Task objective: For the records below, say how many lines contain the string "network". Give the number only.

Extracted material:
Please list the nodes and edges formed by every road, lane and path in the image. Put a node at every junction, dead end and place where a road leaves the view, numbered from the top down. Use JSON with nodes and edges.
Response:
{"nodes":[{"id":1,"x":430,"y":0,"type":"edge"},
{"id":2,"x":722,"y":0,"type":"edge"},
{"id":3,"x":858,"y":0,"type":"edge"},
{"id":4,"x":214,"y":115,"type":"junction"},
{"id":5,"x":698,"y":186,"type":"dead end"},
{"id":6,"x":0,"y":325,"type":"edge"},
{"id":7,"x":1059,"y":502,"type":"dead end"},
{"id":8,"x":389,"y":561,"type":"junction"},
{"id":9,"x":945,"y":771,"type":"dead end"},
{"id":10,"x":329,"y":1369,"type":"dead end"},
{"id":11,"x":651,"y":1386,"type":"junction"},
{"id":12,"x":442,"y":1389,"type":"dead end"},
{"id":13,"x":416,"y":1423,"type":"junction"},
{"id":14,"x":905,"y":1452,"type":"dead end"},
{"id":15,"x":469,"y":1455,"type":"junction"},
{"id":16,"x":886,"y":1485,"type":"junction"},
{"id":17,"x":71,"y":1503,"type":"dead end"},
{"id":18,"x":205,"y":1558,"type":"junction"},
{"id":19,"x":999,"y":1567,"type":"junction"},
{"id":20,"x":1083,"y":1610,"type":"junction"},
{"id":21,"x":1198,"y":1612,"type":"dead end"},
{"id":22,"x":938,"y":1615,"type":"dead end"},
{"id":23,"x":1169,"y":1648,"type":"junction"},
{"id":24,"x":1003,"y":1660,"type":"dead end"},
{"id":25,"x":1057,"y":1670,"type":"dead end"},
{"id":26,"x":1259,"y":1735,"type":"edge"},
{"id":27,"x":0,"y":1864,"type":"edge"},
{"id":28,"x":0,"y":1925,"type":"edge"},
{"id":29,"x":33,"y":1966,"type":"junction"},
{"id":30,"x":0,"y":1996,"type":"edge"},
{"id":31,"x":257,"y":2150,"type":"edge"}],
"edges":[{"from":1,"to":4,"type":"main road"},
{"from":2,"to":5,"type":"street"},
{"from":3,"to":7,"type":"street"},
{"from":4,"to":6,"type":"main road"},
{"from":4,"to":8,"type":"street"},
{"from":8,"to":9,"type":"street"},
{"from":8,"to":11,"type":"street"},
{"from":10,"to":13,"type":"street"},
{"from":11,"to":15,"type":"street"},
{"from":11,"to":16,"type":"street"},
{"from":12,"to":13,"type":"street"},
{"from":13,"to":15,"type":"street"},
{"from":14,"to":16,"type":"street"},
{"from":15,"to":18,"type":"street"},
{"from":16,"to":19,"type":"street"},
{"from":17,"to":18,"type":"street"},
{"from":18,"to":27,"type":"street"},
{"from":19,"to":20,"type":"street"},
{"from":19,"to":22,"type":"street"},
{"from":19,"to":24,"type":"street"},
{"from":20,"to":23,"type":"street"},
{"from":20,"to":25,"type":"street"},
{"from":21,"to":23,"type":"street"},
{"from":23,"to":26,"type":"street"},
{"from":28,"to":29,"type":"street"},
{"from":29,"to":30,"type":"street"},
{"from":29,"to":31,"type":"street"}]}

...

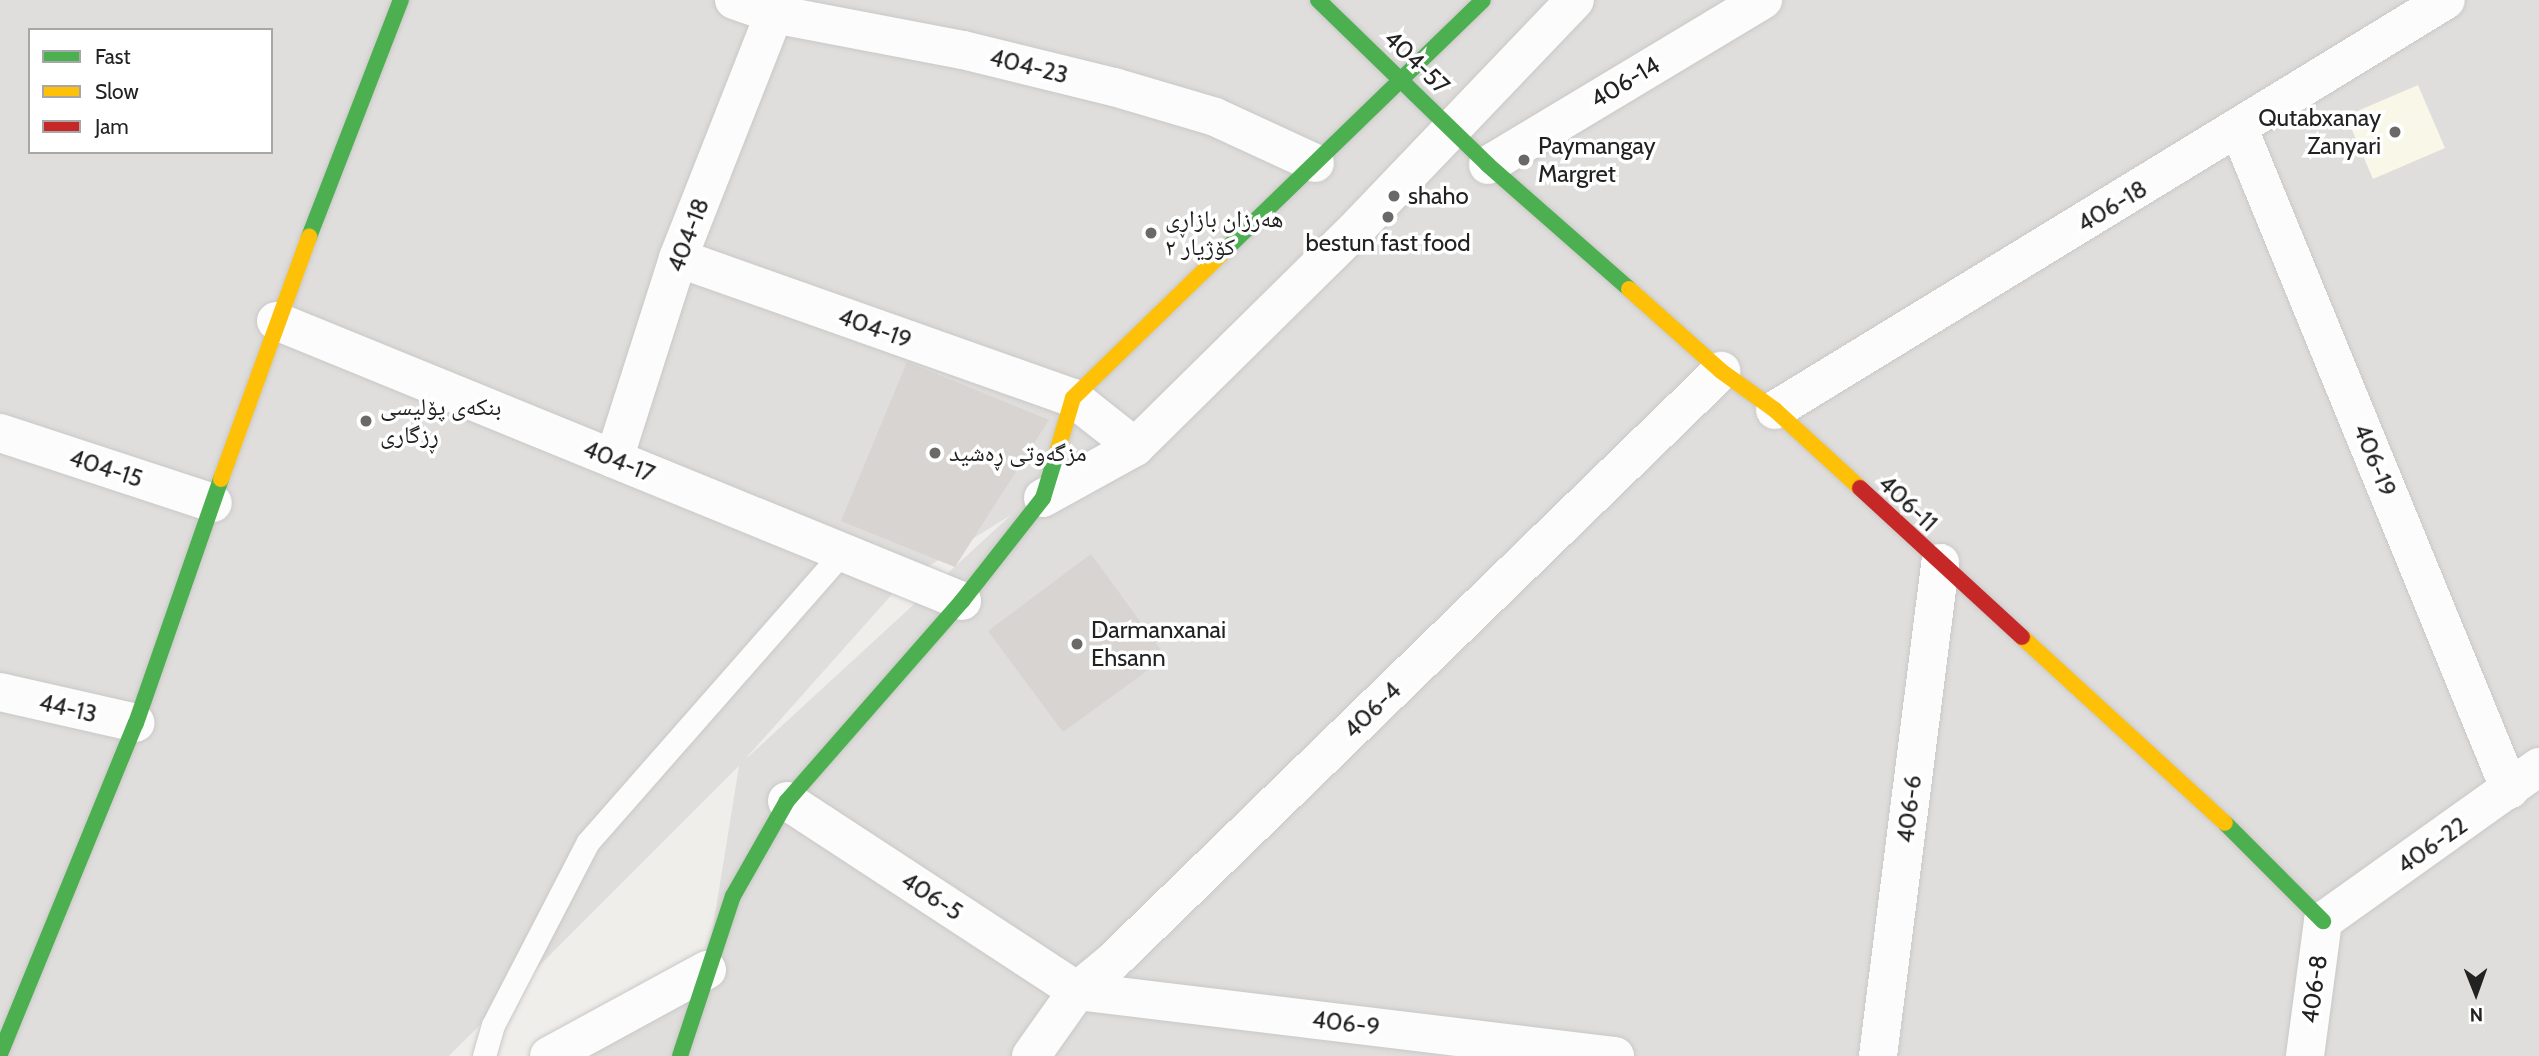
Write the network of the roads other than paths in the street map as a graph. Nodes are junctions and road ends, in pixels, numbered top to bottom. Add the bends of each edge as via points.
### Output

* * *

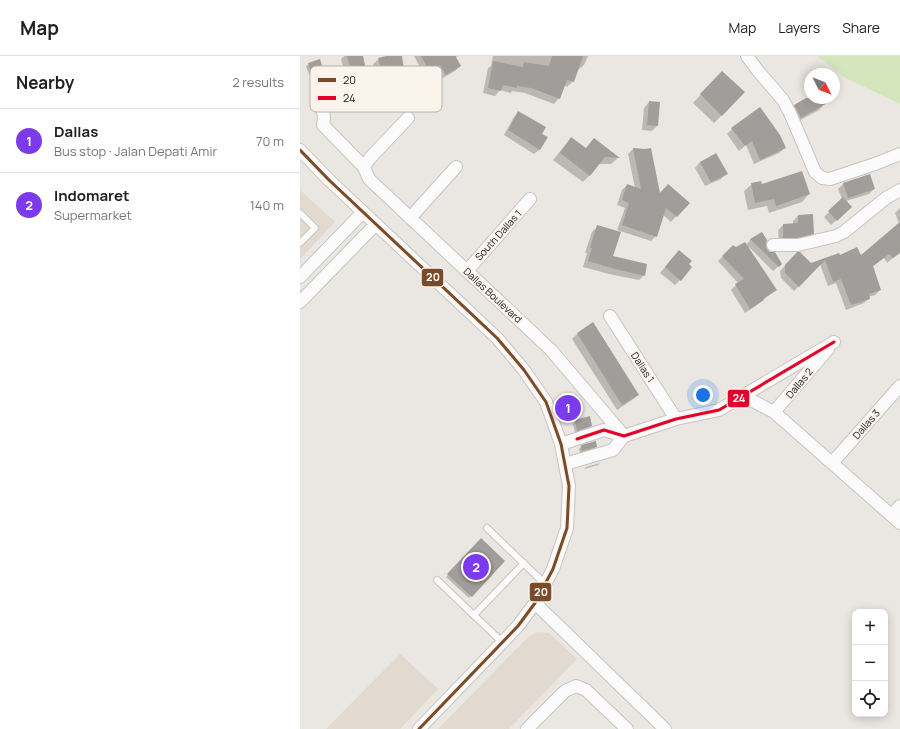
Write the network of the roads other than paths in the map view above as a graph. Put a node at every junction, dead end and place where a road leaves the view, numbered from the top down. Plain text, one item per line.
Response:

Completed exercise: 2